*DATASET RECORDS*.
▼▼▼

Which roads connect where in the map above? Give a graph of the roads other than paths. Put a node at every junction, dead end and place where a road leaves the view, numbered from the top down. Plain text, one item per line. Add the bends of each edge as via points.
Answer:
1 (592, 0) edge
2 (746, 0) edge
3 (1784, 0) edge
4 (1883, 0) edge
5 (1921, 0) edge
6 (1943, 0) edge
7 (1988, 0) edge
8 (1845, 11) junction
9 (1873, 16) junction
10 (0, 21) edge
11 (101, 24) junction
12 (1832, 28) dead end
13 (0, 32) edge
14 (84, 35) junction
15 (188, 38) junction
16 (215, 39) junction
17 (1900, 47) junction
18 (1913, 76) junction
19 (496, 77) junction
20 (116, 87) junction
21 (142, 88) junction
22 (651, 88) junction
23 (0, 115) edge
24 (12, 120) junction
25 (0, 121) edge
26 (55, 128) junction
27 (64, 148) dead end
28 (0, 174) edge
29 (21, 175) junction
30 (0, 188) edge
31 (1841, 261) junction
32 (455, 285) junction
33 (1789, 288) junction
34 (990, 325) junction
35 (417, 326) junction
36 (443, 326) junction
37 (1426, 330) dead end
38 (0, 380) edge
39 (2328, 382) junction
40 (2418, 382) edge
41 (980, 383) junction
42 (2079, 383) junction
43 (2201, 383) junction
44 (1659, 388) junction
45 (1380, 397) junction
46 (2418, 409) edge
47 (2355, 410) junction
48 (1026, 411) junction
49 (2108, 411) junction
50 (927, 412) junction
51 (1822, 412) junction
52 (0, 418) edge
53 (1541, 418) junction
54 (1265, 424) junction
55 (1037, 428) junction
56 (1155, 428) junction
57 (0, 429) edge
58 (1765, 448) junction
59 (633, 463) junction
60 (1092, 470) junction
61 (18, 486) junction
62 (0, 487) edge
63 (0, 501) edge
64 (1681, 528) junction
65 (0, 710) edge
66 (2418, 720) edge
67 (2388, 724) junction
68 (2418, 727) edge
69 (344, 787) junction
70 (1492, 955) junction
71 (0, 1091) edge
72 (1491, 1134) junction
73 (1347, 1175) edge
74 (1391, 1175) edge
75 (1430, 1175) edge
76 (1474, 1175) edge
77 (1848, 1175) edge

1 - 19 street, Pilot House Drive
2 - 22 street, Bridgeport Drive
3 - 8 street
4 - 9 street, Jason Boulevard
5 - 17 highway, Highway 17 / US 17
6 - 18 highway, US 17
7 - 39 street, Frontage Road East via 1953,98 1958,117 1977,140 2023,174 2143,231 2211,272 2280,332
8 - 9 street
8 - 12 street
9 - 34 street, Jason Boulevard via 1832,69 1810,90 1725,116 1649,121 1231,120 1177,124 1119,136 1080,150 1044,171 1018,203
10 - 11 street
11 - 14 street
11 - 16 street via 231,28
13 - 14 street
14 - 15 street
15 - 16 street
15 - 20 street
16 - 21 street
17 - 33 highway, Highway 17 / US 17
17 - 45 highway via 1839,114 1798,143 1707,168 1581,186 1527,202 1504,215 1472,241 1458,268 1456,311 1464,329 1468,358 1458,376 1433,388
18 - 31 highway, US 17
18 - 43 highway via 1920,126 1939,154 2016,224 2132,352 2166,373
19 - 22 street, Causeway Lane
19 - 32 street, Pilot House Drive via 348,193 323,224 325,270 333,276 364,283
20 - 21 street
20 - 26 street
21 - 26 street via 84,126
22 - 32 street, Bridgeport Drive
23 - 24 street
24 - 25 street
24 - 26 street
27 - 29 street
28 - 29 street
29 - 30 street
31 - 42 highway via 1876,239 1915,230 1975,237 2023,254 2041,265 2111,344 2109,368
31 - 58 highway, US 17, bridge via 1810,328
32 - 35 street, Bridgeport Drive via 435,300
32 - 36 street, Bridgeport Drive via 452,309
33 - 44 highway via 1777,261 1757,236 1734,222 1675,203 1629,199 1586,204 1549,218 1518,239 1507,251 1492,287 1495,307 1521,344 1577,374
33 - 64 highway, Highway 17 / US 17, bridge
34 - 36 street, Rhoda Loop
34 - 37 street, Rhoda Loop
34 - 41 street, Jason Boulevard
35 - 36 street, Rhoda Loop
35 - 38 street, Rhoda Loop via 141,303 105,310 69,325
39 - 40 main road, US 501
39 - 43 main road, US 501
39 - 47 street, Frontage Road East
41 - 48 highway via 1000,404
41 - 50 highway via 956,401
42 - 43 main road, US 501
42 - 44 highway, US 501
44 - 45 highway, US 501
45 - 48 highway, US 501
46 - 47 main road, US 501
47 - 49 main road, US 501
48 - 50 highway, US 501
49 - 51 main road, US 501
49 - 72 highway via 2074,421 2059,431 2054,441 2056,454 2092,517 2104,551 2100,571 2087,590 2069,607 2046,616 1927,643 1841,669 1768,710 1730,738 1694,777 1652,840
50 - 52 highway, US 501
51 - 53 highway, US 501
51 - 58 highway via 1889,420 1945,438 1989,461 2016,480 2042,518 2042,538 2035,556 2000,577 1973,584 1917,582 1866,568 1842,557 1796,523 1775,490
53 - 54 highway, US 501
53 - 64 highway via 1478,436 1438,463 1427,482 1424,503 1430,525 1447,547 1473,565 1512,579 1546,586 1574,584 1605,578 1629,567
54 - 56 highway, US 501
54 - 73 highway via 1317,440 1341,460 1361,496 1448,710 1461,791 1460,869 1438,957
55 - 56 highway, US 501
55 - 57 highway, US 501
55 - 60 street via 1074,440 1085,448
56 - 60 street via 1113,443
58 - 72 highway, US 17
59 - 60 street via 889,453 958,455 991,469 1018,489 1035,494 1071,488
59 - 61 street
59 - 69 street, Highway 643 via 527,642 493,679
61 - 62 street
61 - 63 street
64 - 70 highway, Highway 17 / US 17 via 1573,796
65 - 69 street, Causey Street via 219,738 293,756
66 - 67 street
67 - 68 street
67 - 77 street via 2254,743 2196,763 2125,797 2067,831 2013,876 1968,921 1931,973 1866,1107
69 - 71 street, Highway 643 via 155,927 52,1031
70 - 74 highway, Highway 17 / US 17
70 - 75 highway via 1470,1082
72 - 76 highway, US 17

▲▲▲

*WHAT THE EXERCISE ASKS*. The answer must be the full data, repeated word for word.

*ANSWER BOX*.
Which roads connect where in the map above? Give a graph of the roads other than paths. Put a node at every junction, dead end and place where a road leaves the view, numbered from the top down. Plain text, one item per line. Add the bends of each edge as via points.
Answer:
1 (592, 0) edge
2 (746, 0) edge
3 (1784, 0) edge
4 (1883, 0) edge
5 (1921, 0) edge
6 (1943, 0) edge
7 (1988, 0) edge
8 (1845, 11) junction
9 (1873, 16) junction
10 (0, 21) edge
11 (101, 24) junction
12 (1832, 28) dead end
13 (0, 32) edge
14 (84, 35) junction
15 (188, 38) junction
16 (215, 39) junction
17 (1900, 47) junction
18 (1913, 76) junction
19 (496, 77) junction
20 (116, 87) junction
21 (142, 88) junction
22 (651, 88) junction
23 (0, 115) edge
24 (12, 120) junction
25 (0, 121) edge
26 (55, 128) junction
27 (64, 148) dead end
28 (0, 174) edge
29 (21, 175) junction
30 (0, 188) edge
31 (1841, 261) junction
32 (455, 285) junction
33 (1789, 288) junction
34 (990, 325) junction
35 (417, 326) junction
36 (443, 326) junction
37 (1426, 330) dead end
38 (0, 380) edge
39 (2328, 382) junction
40 (2418, 382) edge
41 (980, 383) junction
42 (2079, 383) junction
43 (2201, 383) junction
44 (1659, 388) junction
45 (1380, 397) junction
46 (2418, 409) edge
47 (2355, 410) junction
48 (1026, 411) junction
49 (2108, 411) junction
50 (927, 412) junction
51 (1822, 412) junction
52 (0, 418) edge
53 (1541, 418) junction
54 (1265, 424) junction
55 (1037, 428) junction
56 (1155, 428) junction
57 (0, 429) edge
58 (1765, 448) junction
59 (633, 463) junction
60 (1092, 470) junction
61 (18, 486) junction
62 (0, 487) edge
63 (0, 501) edge
64 (1681, 528) junction
65 (0, 710) edge
66 (2418, 720) edge
67 (2388, 724) junction
68 (2418, 727) edge
69 (344, 787) junction
70 (1492, 955) junction
71 (0, 1091) edge
72 (1491, 1134) junction
73 (1347, 1175) edge
74 (1391, 1175) edge
75 (1430, 1175) edge
76 (1474, 1175) edge
77 (1848, 1175) edge

1 - 19 street, Pilot House Drive
2 - 22 street, Bridgeport Drive
3 - 8 street
4 - 9 street, Jason Boulevard
5 - 17 highway, Highway 17 / US 17
6 - 18 highway, US 17
7 - 39 street, Frontage Road East via 1953,98 1958,117 1977,140 2023,174 2143,231 2211,272 2280,332
8 - 9 street
8 - 12 street
9 - 34 street, Jason Boulevard via 1832,69 1810,90 1725,116 1649,121 1231,120 1177,124 1119,136 1080,150 1044,171 1018,203
10 - 11 street
11 - 14 street
11 - 16 street via 231,28
13 - 14 street
14 - 15 street
15 - 16 street
15 - 20 street
16 - 21 street
17 - 33 highway, Highway 17 / US 17
17 - 45 highway via 1839,114 1798,143 1707,168 1581,186 1527,202 1504,215 1472,241 1458,268 1456,311 1464,329 1468,358 1458,376 1433,388
18 - 31 highway, US 17
18 - 43 highway via 1920,126 1939,154 2016,224 2132,352 2166,373
19 - 22 street, Causeway Lane
19 - 32 street, Pilot House Drive via 348,193 323,224 325,270 333,276 364,283
20 - 21 street
20 - 26 street
21 - 26 street via 84,126
22 - 32 street, Bridgeport Drive
23 - 24 street
24 - 25 street
24 - 26 street
27 - 29 street
28 - 29 street
29 - 30 street
31 - 42 highway via 1876,239 1915,230 1975,237 2023,254 2041,265 2111,344 2109,368
31 - 58 highway, US 17, bridge via 1810,328
32 - 35 street, Bridgeport Drive via 435,300
32 - 36 street, Bridgeport Drive via 452,309
33 - 44 highway via 1777,261 1757,236 1734,222 1675,203 1629,199 1586,204 1549,218 1518,239 1507,251 1492,287 1495,307 1521,344 1577,374
33 - 64 highway, Highway 17 / US 17, bridge
34 - 36 street, Rhoda Loop
34 - 37 street, Rhoda Loop
34 - 41 street, Jason Boulevard
35 - 36 street, Rhoda Loop
35 - 38 street, Rhoda Loop via 141,303 105,310 69,325
39 - 40 main road, US 501
39 - 43 main road, US 501
39 - 47 street, Frontage Road East
41 - 48 highway via 1000,404
41 - 50 highway via 956,401
42 - 43 main road, US 501
42 - 44 highway, US 501
44 - 45 highway, US 501
45 - 48 highway, US 501
46 - 47 main road, US 501
47 - 49 main road, US 501
48 - 50 highway, US 501
49 - 51 main road, US 501
49 - 72 highway via 2074,421 2059,431 2054,441 2056,454 2092,517 2104,551 2100,571 2087,590 2069,607 2046,616 1927,643 1841,669 1768,710 1730,738 1694,777 1652,840
50 - 52 highway, US 501
51 - 53 highway, US 501
51 - 58 highway via 1889,420 1945,438 1989,461 2016,480 2042,518 2042,538 2035,556 2000,577 1973,584 1917,582 1866,568 1842,557 1796,523 1775,490
53 - 54 highway, US 501
53 - 64 highway via 1478,436 1438,463 1427,482 1424,503 1430,525 1447,547 1473,565 1512,579 1546,586 1574,584 1605,578 1629,567
54 - 56 highway, US 501
54 - 73 highway via 1317,440 1341,460 1361,496 1448,710 1461,791 1460,869 1438,957
55 - 56 highway, US 501
55 - 57 highway, US 501
55 - 60 street via 1074,440 1085,448
56 - 60 street via 1113,443
58 - 72 highway, US 17
59 - 60 street via 889,453 958,455 991,469 1018,489 1035,494 1071,488
59 - 61 street
59 - 69 street, Highway 643 via 527,642 493,679
61 - 62 street
61 - 63 street
64 - 70 highway, Highway 17 / US 17 via 1573,796
65 - 69 street, Causey Street via 219,738 293,756
66 - 67 street
67 - 68 street
67 - 77 street via 2254,743 2196,763 2125,797 2067,831 2013,876 1968,921 1931,973 1866,1107
69 - 71 street, Highway 643 via 155,927 52,1031
70 - 74 highway, Highway 17 / US 17
70 - 75 highway via 1470,1082
72 - 76 highway, US 17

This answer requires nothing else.